Il mit en place quatre armées sur le front des Ardennes, entre Monschau au nord et Echternach au sud. Le premier objectif était le 8ème corps Américain du général Middleton, qui faisait partie de la Ière armée du général Hodges. Au nord, se trouvait la VIème Panzerarmee SS, commandée par le général Sepp Dietrich(4 divisions de blindés et 5 d'infanterie), avec le détachement spécial Pieper, qui avait pour mission de briser le front Américain près du noeud de communications de Saint-Vith, puis de franchir la Meuse à Liège et de marcher sur Anvers, en s'emparant des réserves de carburant des Alliés. La Vème armée du général Hasso Von Manteuffel, qui se trouvait sur sa gauche, avait pour mission de prendre le carrefour ferroviaire et routier de Bastogne, puis de passer la Meuse entre Liège et Namur, et enfin d'occuper Bruxelles. Le général Ernst Brandenberger, qui se trouvait au sud, et qui était à la tête  de la VIIème armée Allemande, avait pour mission de bâtir un môle défensif qui était chargé de contenir la IIIème armée Américaine du général Patton. L'aile droite fut confiée à la XVème armée du général Gustav Von Zangen. Les forces spéciales du colonel Otto Skorzeny, qui étaient habillées avec l'uniforme Américain, étaient chargées d'infiltrer les lignes arrières Américaines, pour détruire les câbles téléphoniques, désorganiser la signalisation routière, et mener diverses actions de sabotage. Dans le même temps, 1 000 parachutistes furent largués près de Malmédy. 

L'offensive des 20 divisions Allemandes(contre 6 divisions Alliées), fut déclenchée le 16 décembre 1944, après une intense préparation d'artillerie. Les blindés Allemands enfoncèrent les défenses du 8ème corps du général Troy Middleton. Les troupes Allemandes réussirent à effectuer une percée dans les lignes de la Vème armée Américaine, mais le 5ème corps Américain au nord, et la VIIème armée blindée Américaine au sud, à Saint-Vith, ralentirent la progression des blindés de Dietrich.
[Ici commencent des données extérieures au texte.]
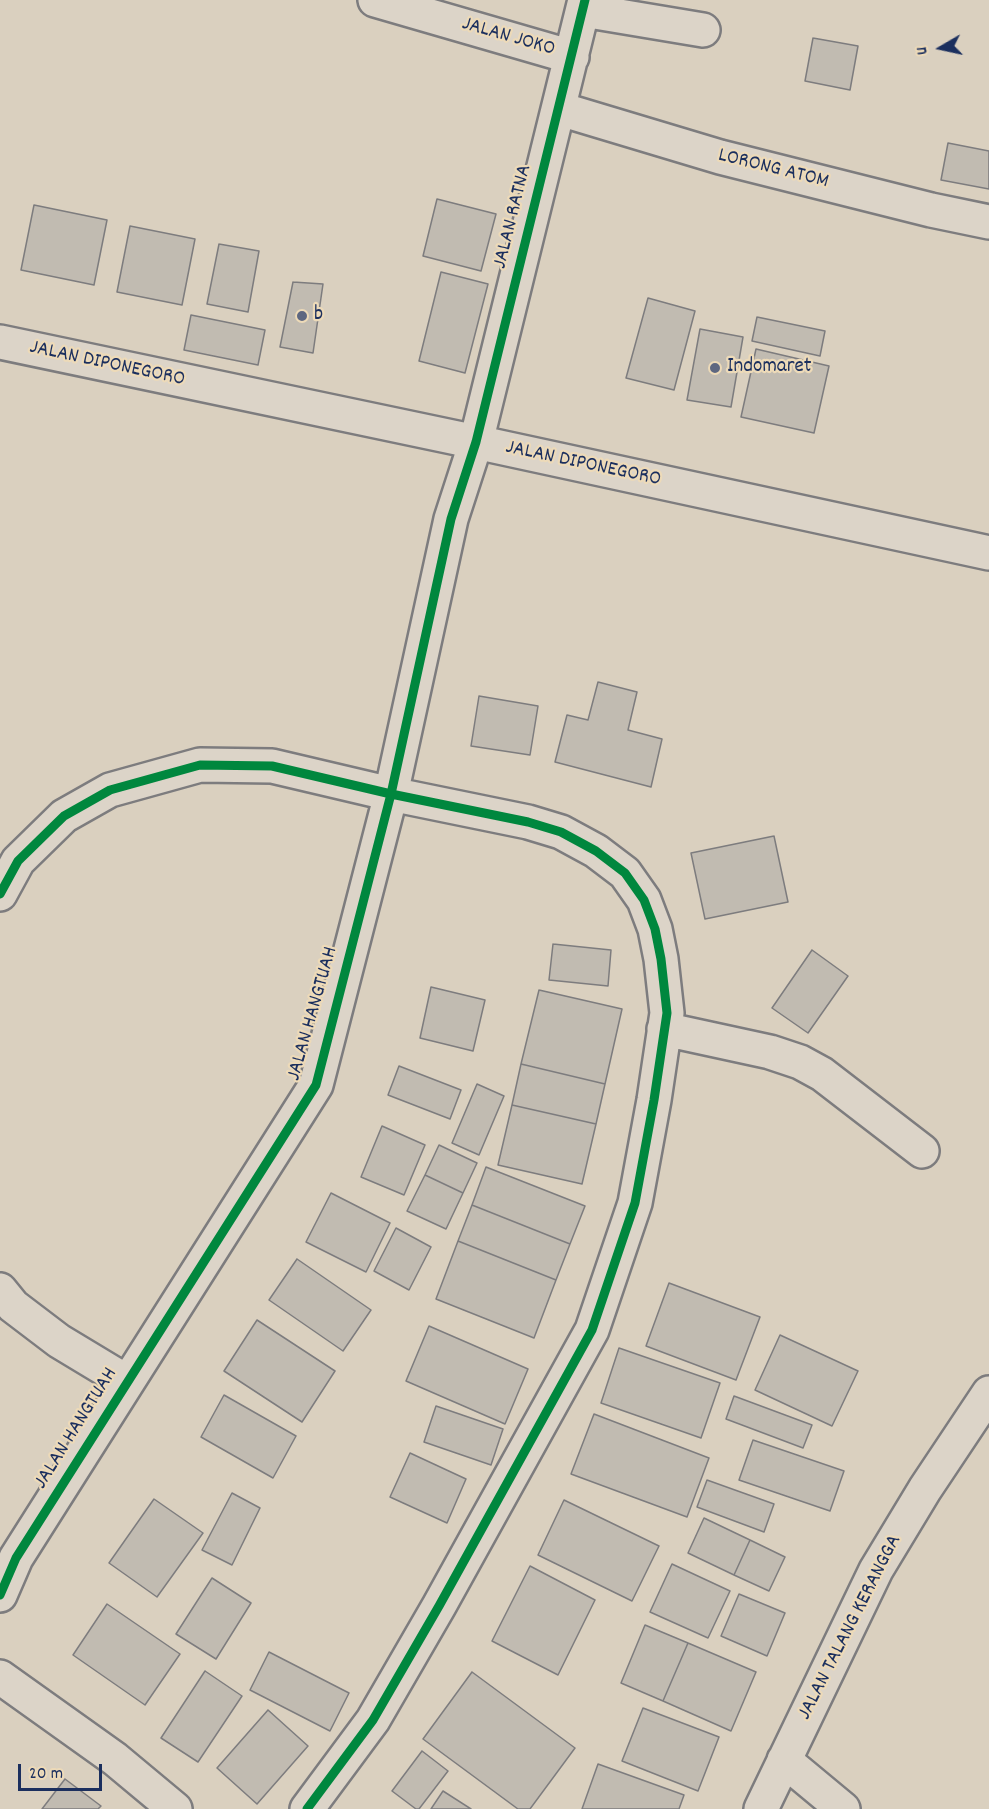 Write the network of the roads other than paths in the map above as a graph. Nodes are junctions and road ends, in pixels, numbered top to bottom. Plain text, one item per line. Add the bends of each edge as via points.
1 (375, 0) edge
2 (584, 5) edge
3 (703, 30) dead end
4 (572, 57) junction
5 (560, 109) junction
6 (989, 222) edge
7 (0, 342) edge
8 (476, 442) junction
9 (989, 554) edge
10 (391, 794) junction
11 (0, 894) edge
12 (664, 1029) junction
13 (922, 1150) dead end
14 (0, 1290) edge
15 (127, 1382) junction
16 (989, 1393) edge
17 (0, 1595) edge
18 (0, 1677) edge
19 (784, 1760) junction
20 (175, 1809) edge
21 (307, 1809) edge
22 (761, 1809) edge
23 (843, 1809) edge

1 - 4 street, JALAN JOKO
2 - 3 street
2 - 4 street, JALAN RATNA
4 - 5 street, JALAN RATNA
5 - 6 street, LORONG ATOM via 720,157
5 - 8 street, JALAN RATNA
7 - 8 street, JALAN DIPONEGORO
8 - 9 street, JALAN DIPONEGORO
8 - 10 street, JALAN HANGTUAH via 451,519
10 - 11 street via 272,766 200,765 172,772 110,790 64,816 18,861
10 - 12 street via 561,832 625,873 644,900 655,929 667,1013
10 - 15 street, JALAN HANGTUAH via 316,1085
12 - 13 street via 800,1062 822,1074
12 - 21 street via 635,1203 592,1330 373,1720
14 - 15 street via 13,1306 59,1341
15 - 17 street, JALAN HANGTUAH via 16,1558
16 - 19 street, JALAN TALANG KERANGGA via 876,1570
18 - 20 street via 115,1759
19 - 22 street, JALAN TALANG KERANGGA
19 - 23 street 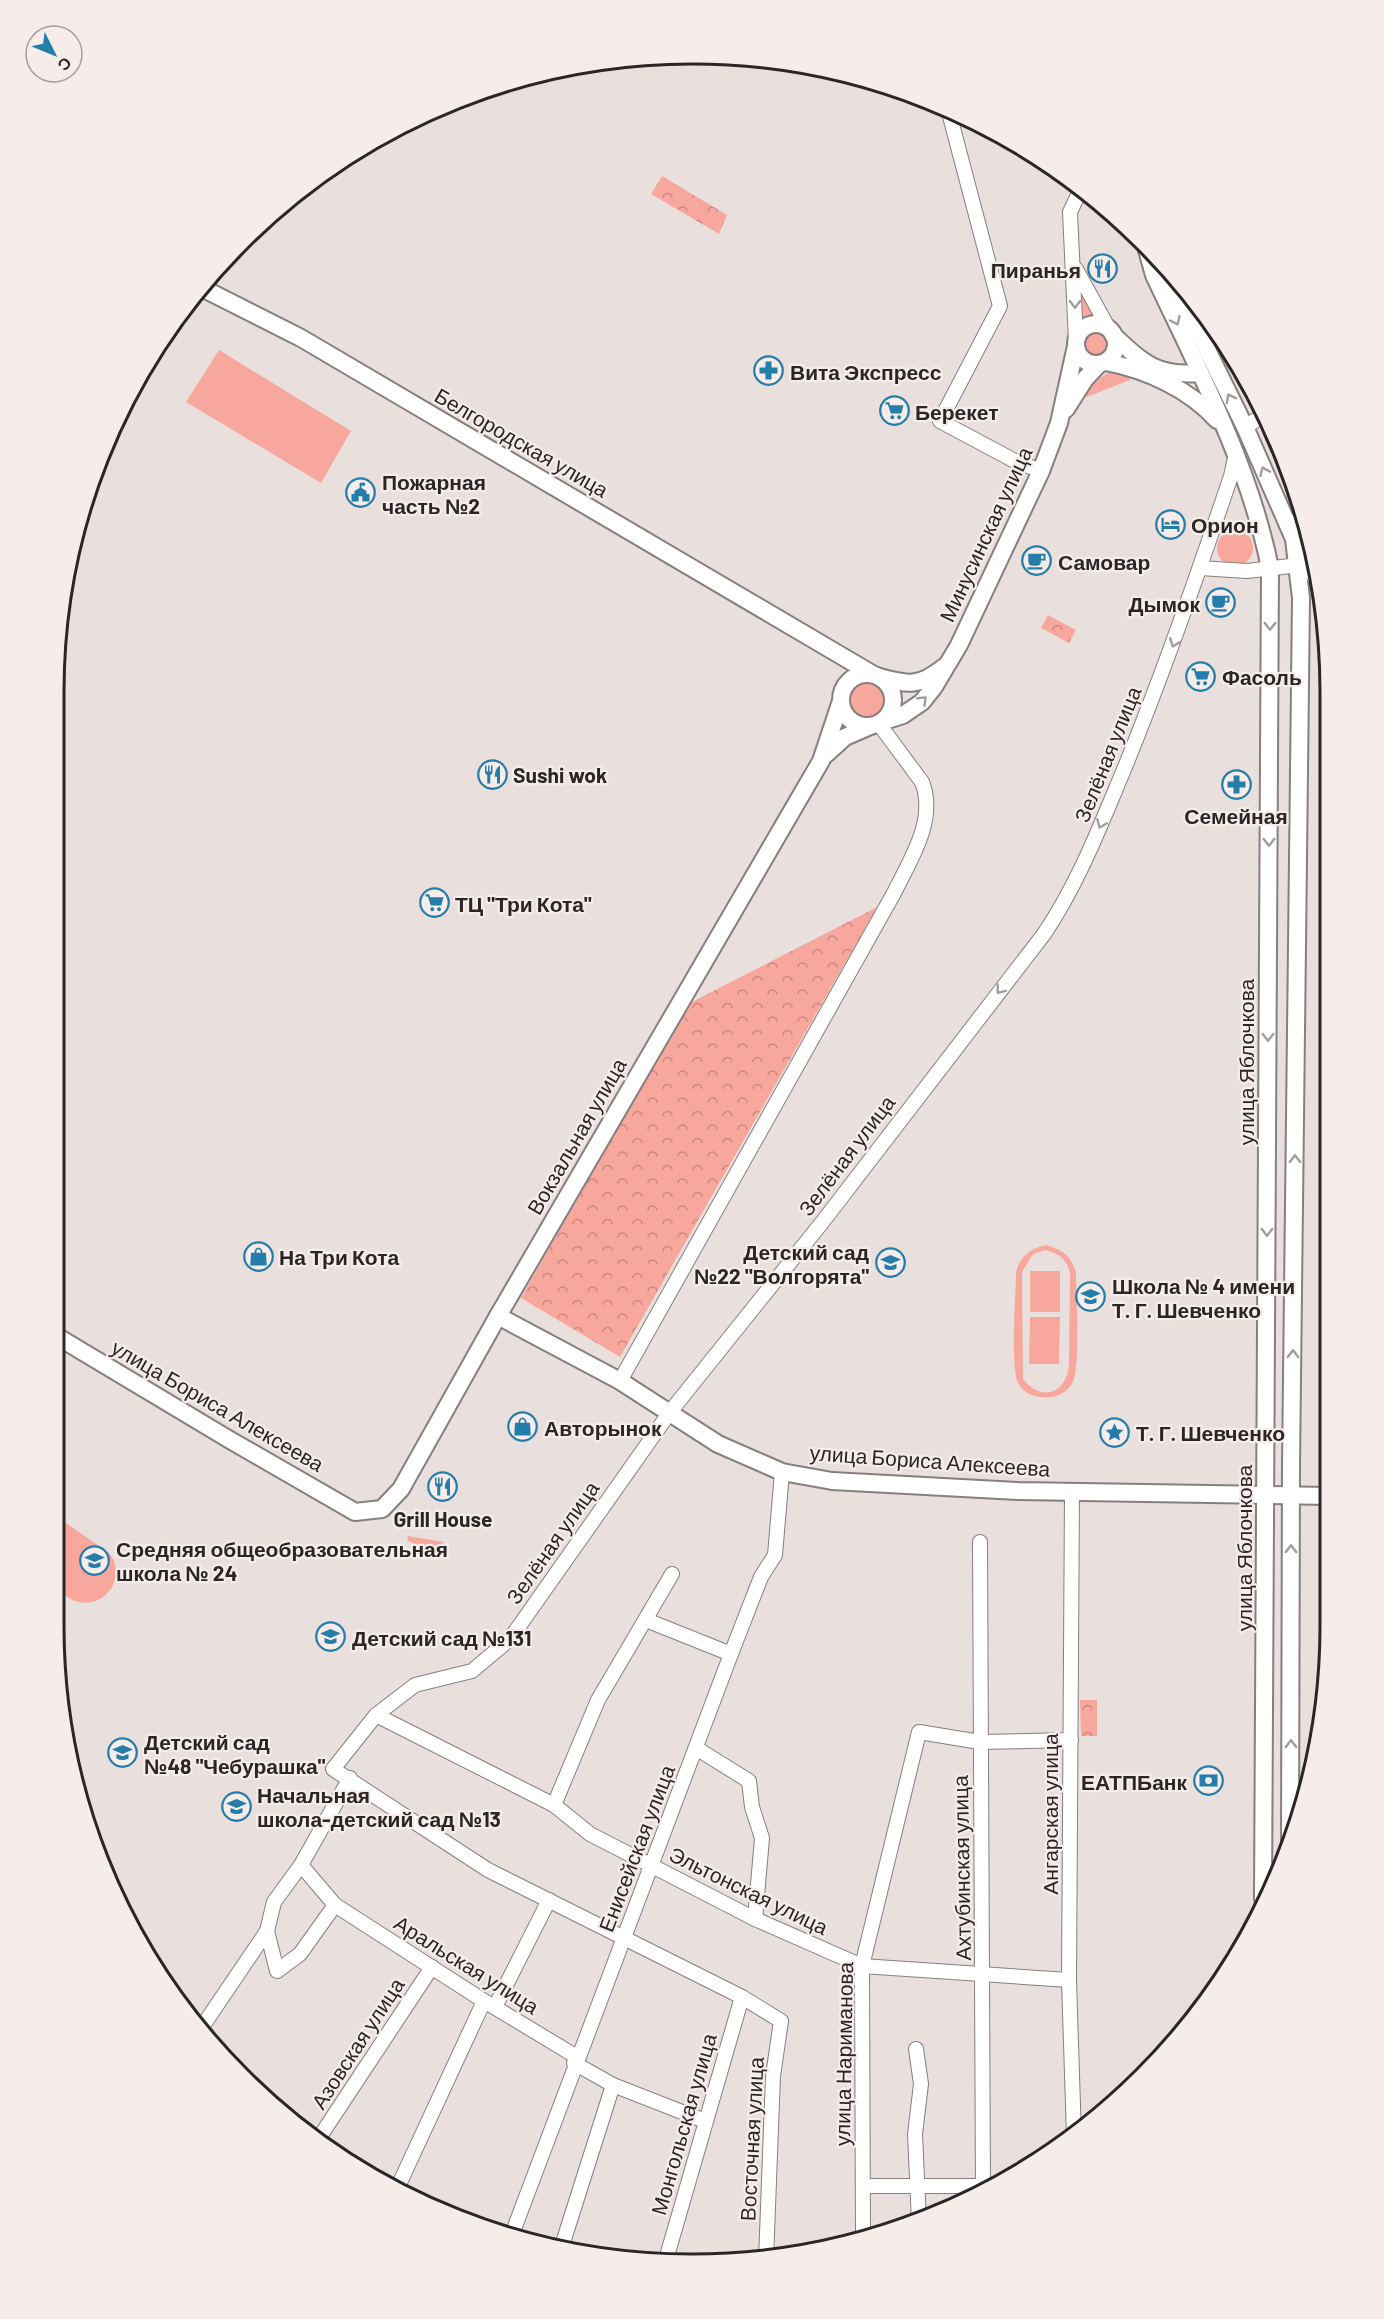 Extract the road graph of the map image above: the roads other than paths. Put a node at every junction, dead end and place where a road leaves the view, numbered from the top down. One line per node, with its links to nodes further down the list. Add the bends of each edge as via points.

Manteuffel progressa lui aussi très rapidement, car des unités de la VIème Panzerarmee SS étaient venues renforcer sa Vème armée blindée. 

Eisenhower donna l'ordre à toutes les forces blindées de se porter vers le secteur du front menacé. Il mobilisa la 101ème division aéroportée qui fut amenée par la route(les conditions météorologiques ne permettant pas aux appareils de voler). Les parachutistes vinrent renforcer la 10ème division blindée Américaine qui était stationnée à Bastogne. La ville fut alors encerclée par les Allemands. Du 19 au 26 décembre 1944, la garnison Américaine repoussa toutes les attaques Allemandes. Le 26 décembre 1944, une colonne de la IIIème armée de Patton réussit à briser l'encerclement de la ville. Depuis quelques jours, le temps s'était amélioré, ce qui permit à l'aviation Alliée de reprendre ses raids. Les chasseurs bombardiers Alliés pilonnèrent les lignes arrières Allemandes. Ils détruisirent les chars et suspendirent les communications entre les divers groupes d'armées. La 2ème Panzerdivision fut presque totalement anéantie, sur le route de Dinant, par la 2ème division blindée Américaine. Dès le 26 décembre 1944, les Allemands commencèrent à se replier. Les 3 et 4 janvier 1945, les troupes Allemandes essayèrent de reprendre Bastogne mais n'y parvinrent pas. Hitler ordonna peu à peu à ses troupes de battre en retraite. Le 20 janvier 1945, les troupes Allemandes étaient à leur point de départ. Elles avaient parcouru 100 kilomètres dans un sens puis dans l'autre. A la fin du mois de janvier, les Allemands quittèrent les Ardennes, et se replièrent sur le Rhin. Les Alliés avaient perdu 82 000 hommes et 800 engins blindés, tandis que les Allemands avaient perdu 100 000 hommes(tués, blessés ou faits prisonniers), 800 chars et 1 000 appareils. Les Américains comblèrent leurs pertes en deux semaines, mais l'Allemagne était dans l'impossibilité de remplacer les hommes qu'elle avait perdu. Les Allemands avaient seulement gagné six semaines pour préparer la défense du Rhin.